Now, a year later, we have flown to Broome. If we had come earlier (in the last ice age) we could have walked across to Indonesia. Instead, we drive along an obstacle course called the Gibb River Road in a 12-seater armoured car in seats designed for Japanese tourists. To stretch our backs we tour the Ord river (Lake Argyle contains the equivalent of 68 Sydney Harbours or Sid ‘Arbs as they are called), catch a chopper ride over and round the banded sandstone Bungle Bungle mountains, then we walk into the range and under a Bungle into a vast natural amphitheatre. “Tread carefully, one handful of this earth contains four billion micro organisms” says the sign on the trail back to the armoured car. Not exactly my sentiments at 4 a.m. as I try to stomp on the mouse under our tent and hear the dingos howl. Now in the Kakadu, we stop for fuel and queue up behind an ultralight that has simply landed, as one does up here, on the Arnhem highway. We hear it take off while we have coffee at a place called Humpty-Doo, but by now nothing surprises us. And so we cross the West, South and East Alligator rivers, even though there are no alligators in Australia. There are crocodiles, however. You can’t walk on the lush grass here because it floats two metres above the bottom, and below the surface  lurk some three metre crocs, according to our guide. Aboriginal rock art occupies much of our last day. Earliest examples (the Bradshaws) are by different people altogether, say the aborigines, and some later, “contact art”, shows contact with sailing boats, and a Dutchman with a cigar. It is hot up here and Joan is using the payphone inside a fridge. The other photo is of the Bungle Bungles taken from our helicopter.

SALT LAKES 

Mendooran doesn’t seem to change much. Aged 101, Mrs Dinsdale is still playing cards at the Bowling Club, along with Barry McDonald, and Mrs Gibbs, who used to let us in to the swimming pool 42 years ago. After a visit to the cemetery, our next stop is Cobar, a town built on copper but with a very good Chinese restaurant. If Cobar was built on copper Broken Hill seems to have been built on every other mineral. So we are staying two nights on Chloride, between Oxide and Sulphide streets. Across Argent Street is an enormous slag heap, and cantilevered out from its top edge is a modern restaurant with a fabulous view of the whole town.

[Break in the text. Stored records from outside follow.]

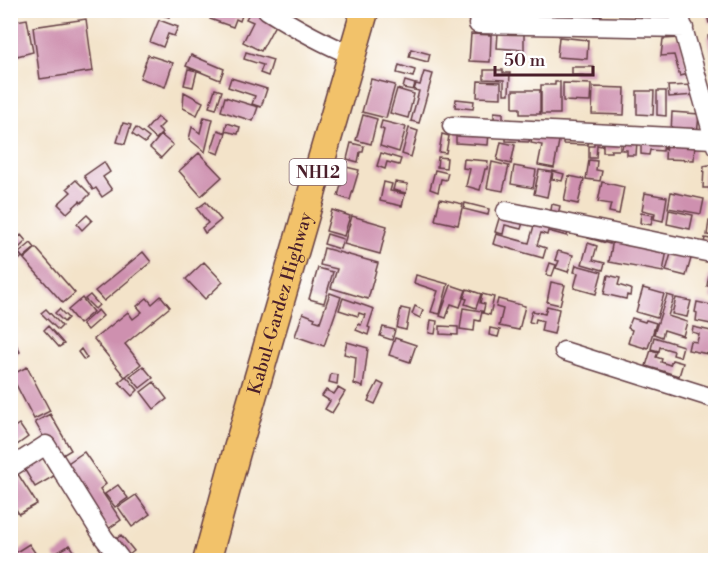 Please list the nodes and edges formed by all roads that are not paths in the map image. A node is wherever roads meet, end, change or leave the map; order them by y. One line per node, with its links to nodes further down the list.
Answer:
1 (267, 10): 5 (street)
2 (365, 10): 5 (highway, Kabul-Gardez Highway / NH12)
3 (681, 19): 4 (street); 7 (street)
4 (478, 24)
5 (352, 55): 14 (highway, Kabul-Gardez Highway / NH12)
6 (452, 126): 7 (street)
7 (714, 142)
8 (506, 212): 9 (street)
9 (716, 254)
10 (564, 351): 11 (street)
11 (716, 399)
12 (10, 468): 13 (street)
13 (121, 561)
14 (207, 561) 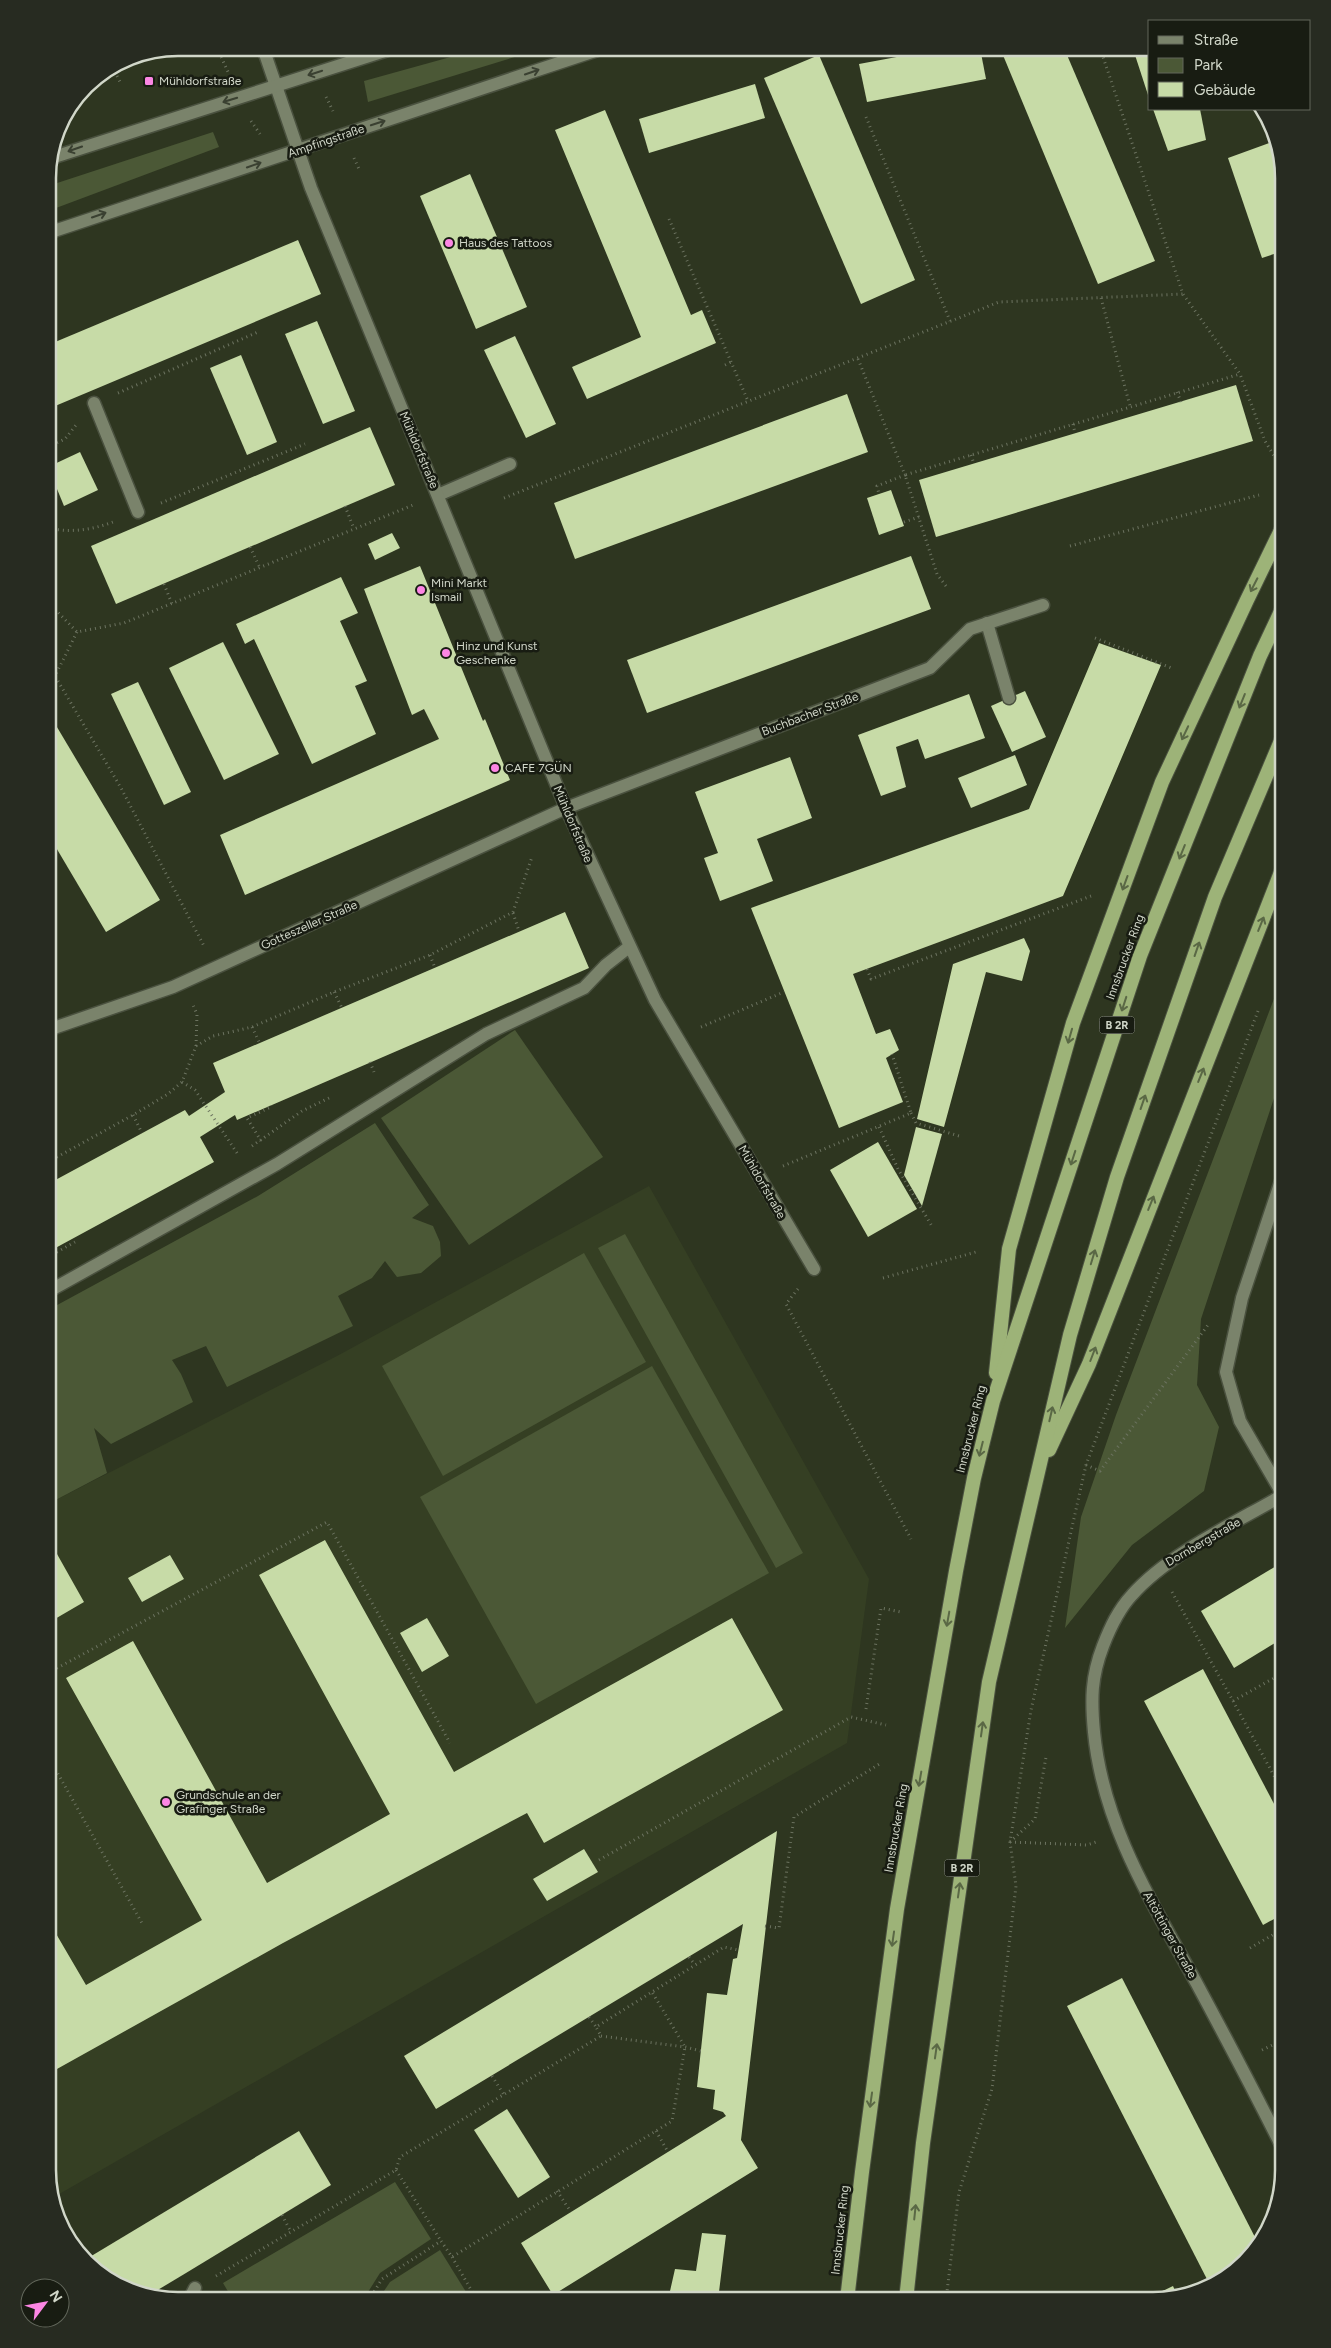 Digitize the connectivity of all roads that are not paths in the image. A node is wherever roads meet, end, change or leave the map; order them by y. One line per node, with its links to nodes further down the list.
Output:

Dreamings and Daydreams, On the road out from Cobar we had turned off to Mount Grenfell and were the only visitors at a sacred aboriginal site. There we had wandered up a peaceful valley between rock overhangs decorated with ancient paintings. Now, on the Barrier Highway heading west from Broken Hill, our first turnoff is to Daydream Mine. Here Cornishmen, only four feet high and with 4000 years experience of angle shaft construction, had led the way underground to dig silver. And here today our guide advises us: “Women first, so you can see ahead and if you slip you have something soft to fall on”. We adjust our helmets and lamps and slither and slide through level one down to level two.  There we get the drill. You hold the chisel while two others take turns swinging sledge hammers. He who misses and removes your knuckle gets to be the next to hold the chisel. Back upstairs, so to speak, the landscape looks like a war zone on the surface of the moon.  Here and there rubble had been collected into bleak windswept huts each shared by two men.  While one worked below for 12 hours the other slept, sitting up because otherwise emphysemia and psyllichosis would seal his lungs. Though the pay was good life expectancy was 40. Few wives joined the men though there was an extraordinary photo of a woman and two children perched high on a camel setting off to church in Broken Hill. Some daydream! For reasons that the fruit fly inspector was unable to make clear we have twice had to throw away delicious fresh tomatoes and apples at the state border. Not everyone complies willingly, he explains. “Why do you want my pasties?” they say. “Because it is the law, and because it’s near my lunch time.”  He replies.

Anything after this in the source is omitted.